IN CONTEXT: “CONFIDENCE” AND “LIKELIHOOD”

As a contribution to the then developing Fourth Assessment Report of the Intergovernmental Panel on Climate Change (IPCC) in May 2007 at Bangkok, Thailand, the 9th Session of Working Group III of the IPCC [WGIII] formally approved a “Summary for Policymakers” that included arguments and assertions characterized by assessments of “Confidence” and “Likelihood.” The summary states:

Fundamental differences between the underlying disciplinary sciences of the three Working Group reports make a common approach impractical. The ‘likelihood’ approach applied in ‘Climate change 2007, the physical science basis’ and the ‘confidence’ and ‘likelihood’ approaches used in “Climate change 2007, impacts, adaptation, and vulnerability” were judged to be inadequate to deal with the specific uncertainties involved in this mitigation report, as here human choices are considered.

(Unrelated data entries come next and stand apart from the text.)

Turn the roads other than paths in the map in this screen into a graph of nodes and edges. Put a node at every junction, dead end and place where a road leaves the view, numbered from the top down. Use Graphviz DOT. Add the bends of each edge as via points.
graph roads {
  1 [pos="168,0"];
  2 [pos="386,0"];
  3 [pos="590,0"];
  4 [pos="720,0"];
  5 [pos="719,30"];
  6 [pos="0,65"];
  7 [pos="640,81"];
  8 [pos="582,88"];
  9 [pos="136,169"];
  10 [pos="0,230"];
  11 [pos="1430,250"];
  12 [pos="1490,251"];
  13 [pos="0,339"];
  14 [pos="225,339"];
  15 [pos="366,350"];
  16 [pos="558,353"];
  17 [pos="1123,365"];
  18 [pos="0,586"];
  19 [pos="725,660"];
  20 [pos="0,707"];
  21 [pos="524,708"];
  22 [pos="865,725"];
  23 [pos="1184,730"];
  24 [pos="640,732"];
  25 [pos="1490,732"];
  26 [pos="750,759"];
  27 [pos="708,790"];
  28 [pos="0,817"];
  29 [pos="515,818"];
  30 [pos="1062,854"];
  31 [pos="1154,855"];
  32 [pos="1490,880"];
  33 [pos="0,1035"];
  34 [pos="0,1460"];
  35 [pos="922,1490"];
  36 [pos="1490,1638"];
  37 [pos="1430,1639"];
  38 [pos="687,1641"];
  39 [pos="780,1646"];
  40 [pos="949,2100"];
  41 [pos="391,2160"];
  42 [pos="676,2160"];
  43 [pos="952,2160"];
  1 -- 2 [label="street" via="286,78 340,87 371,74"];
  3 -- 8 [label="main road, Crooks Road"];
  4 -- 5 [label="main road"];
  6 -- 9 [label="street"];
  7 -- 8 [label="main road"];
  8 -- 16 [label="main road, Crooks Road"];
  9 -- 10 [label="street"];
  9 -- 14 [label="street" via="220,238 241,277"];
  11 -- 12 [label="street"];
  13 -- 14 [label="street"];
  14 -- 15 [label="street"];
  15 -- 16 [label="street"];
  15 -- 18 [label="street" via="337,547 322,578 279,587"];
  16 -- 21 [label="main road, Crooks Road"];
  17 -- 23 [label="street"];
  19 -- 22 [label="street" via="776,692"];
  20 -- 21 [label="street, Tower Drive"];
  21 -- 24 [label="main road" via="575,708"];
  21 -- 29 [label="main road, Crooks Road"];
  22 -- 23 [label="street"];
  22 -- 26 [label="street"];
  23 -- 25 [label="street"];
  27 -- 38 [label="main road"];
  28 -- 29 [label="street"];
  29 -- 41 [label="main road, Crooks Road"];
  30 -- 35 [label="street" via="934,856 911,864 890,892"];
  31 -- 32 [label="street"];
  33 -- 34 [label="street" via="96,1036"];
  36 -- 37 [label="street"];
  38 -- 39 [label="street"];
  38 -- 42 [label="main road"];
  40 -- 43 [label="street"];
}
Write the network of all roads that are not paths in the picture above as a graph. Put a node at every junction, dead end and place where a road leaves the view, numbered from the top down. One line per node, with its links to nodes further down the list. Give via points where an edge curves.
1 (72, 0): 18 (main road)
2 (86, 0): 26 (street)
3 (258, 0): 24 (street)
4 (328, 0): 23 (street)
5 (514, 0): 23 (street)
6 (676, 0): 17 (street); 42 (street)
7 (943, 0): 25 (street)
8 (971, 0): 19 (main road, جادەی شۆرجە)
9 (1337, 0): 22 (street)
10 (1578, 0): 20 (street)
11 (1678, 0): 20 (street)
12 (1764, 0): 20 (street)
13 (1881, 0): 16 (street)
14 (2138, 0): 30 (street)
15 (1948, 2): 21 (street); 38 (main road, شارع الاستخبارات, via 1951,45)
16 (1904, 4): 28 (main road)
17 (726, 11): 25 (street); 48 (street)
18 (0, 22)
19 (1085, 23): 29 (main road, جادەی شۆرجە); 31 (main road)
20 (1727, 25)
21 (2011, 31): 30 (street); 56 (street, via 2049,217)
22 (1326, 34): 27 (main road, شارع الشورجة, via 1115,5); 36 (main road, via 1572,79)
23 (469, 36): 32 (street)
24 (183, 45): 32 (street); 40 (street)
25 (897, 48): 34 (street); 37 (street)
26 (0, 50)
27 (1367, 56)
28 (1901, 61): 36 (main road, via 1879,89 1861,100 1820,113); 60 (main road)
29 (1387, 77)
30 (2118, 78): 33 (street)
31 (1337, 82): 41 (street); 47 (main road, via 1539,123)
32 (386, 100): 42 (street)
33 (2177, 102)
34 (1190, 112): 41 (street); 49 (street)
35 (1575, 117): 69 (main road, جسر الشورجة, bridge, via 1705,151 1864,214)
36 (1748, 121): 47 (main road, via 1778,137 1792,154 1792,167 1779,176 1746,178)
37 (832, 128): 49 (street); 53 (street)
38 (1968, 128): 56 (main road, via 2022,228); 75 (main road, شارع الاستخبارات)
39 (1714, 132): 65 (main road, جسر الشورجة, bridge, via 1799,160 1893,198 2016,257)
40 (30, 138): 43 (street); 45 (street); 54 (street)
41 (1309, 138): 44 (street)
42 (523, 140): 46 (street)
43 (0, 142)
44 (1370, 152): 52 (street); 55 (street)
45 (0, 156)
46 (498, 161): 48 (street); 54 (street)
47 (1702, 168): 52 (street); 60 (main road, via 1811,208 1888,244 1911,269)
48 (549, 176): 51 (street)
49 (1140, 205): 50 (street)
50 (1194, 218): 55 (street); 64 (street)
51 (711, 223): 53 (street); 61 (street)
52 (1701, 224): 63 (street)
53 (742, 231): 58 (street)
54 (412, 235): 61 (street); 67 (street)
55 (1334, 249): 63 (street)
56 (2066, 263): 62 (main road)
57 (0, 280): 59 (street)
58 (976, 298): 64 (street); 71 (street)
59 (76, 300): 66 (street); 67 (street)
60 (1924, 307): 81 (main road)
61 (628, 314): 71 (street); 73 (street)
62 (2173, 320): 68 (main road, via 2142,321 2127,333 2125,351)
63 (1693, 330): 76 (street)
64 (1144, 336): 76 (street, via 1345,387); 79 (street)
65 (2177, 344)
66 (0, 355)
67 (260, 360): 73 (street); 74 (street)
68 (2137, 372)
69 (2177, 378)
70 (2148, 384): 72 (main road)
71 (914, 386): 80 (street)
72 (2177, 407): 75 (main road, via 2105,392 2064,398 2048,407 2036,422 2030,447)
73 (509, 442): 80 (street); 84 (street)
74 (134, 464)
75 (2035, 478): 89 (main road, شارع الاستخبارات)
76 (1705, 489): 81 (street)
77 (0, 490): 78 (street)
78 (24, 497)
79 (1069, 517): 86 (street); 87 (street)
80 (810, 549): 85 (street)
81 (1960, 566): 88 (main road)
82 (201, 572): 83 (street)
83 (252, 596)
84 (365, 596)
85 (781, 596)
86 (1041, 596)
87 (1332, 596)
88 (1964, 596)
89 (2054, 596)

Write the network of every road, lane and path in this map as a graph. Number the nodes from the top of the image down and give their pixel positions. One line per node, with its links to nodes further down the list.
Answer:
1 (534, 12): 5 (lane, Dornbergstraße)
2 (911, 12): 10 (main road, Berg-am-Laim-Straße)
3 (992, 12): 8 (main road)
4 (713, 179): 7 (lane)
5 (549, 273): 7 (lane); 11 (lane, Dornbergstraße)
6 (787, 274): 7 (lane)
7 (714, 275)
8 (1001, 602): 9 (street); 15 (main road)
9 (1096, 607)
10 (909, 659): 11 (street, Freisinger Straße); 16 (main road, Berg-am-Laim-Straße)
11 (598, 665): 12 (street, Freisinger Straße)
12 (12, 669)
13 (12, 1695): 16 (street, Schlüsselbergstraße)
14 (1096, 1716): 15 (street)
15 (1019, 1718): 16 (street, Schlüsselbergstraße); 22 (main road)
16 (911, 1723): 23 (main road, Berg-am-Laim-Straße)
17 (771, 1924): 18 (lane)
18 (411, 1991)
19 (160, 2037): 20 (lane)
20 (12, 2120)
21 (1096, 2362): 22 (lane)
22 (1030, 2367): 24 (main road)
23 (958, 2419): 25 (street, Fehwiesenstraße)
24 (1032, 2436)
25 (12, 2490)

In this [WGIII] report a two-dimensional scale is used for the treatment of uncertainty. The scale is based on the expert judgment of the authors of WGIII [Working Group III] on the level of concurrence in the literature on a particular finding (level of agreement), and the number and quality of independent sources qualifying under the IPCC rules upon which the finding is based. This is not a quantitative approach, from which probabilities relating to uncertainty can be derived.

SOURCE: Metz, B., et al, eds. Climate Change 2007: Mitigation of Climate Change: Contribution of Working Group III to the Fourth Assessment Report of the Intergovernmental Panel on Climate Change. New York: Cambridge University Press, 2007.

Impacts and Issues

Because AR4's three book-length main sections are large, somewhat technical, and were released weeks or months after their “Summaries for Policymakers,” the summaries have been the most-read and most-reported-on parts of AR4. The “Summary for Policymakers” of the Physical Science Basis report, the first section of AR4 to be released, had the greatest political and public impact. Its release on February 2, 2007, was widely reported and discussed in world media. The New York Times reported the following day that “Science Panel Calls Global Warming ‘Unequivocal’” and called AR4 “a grim and powerful assessment of the future of the planet.” The same day, the Times of London, ran the headline “New Fears on Climate Raise Heat on Leaders” and called AR4 the IPCC's “bleakest and most confident assessment yet of the science behind global warming.” The White House held a press briefing on April 6, 2007 to discuss AR4 with reporters, and although the George W. Bush administration had often downplayed or even deleted references to climate change in official U.S. government documents, the administration appointed scientists at the press conference praised AR4 and did not dispute its claims.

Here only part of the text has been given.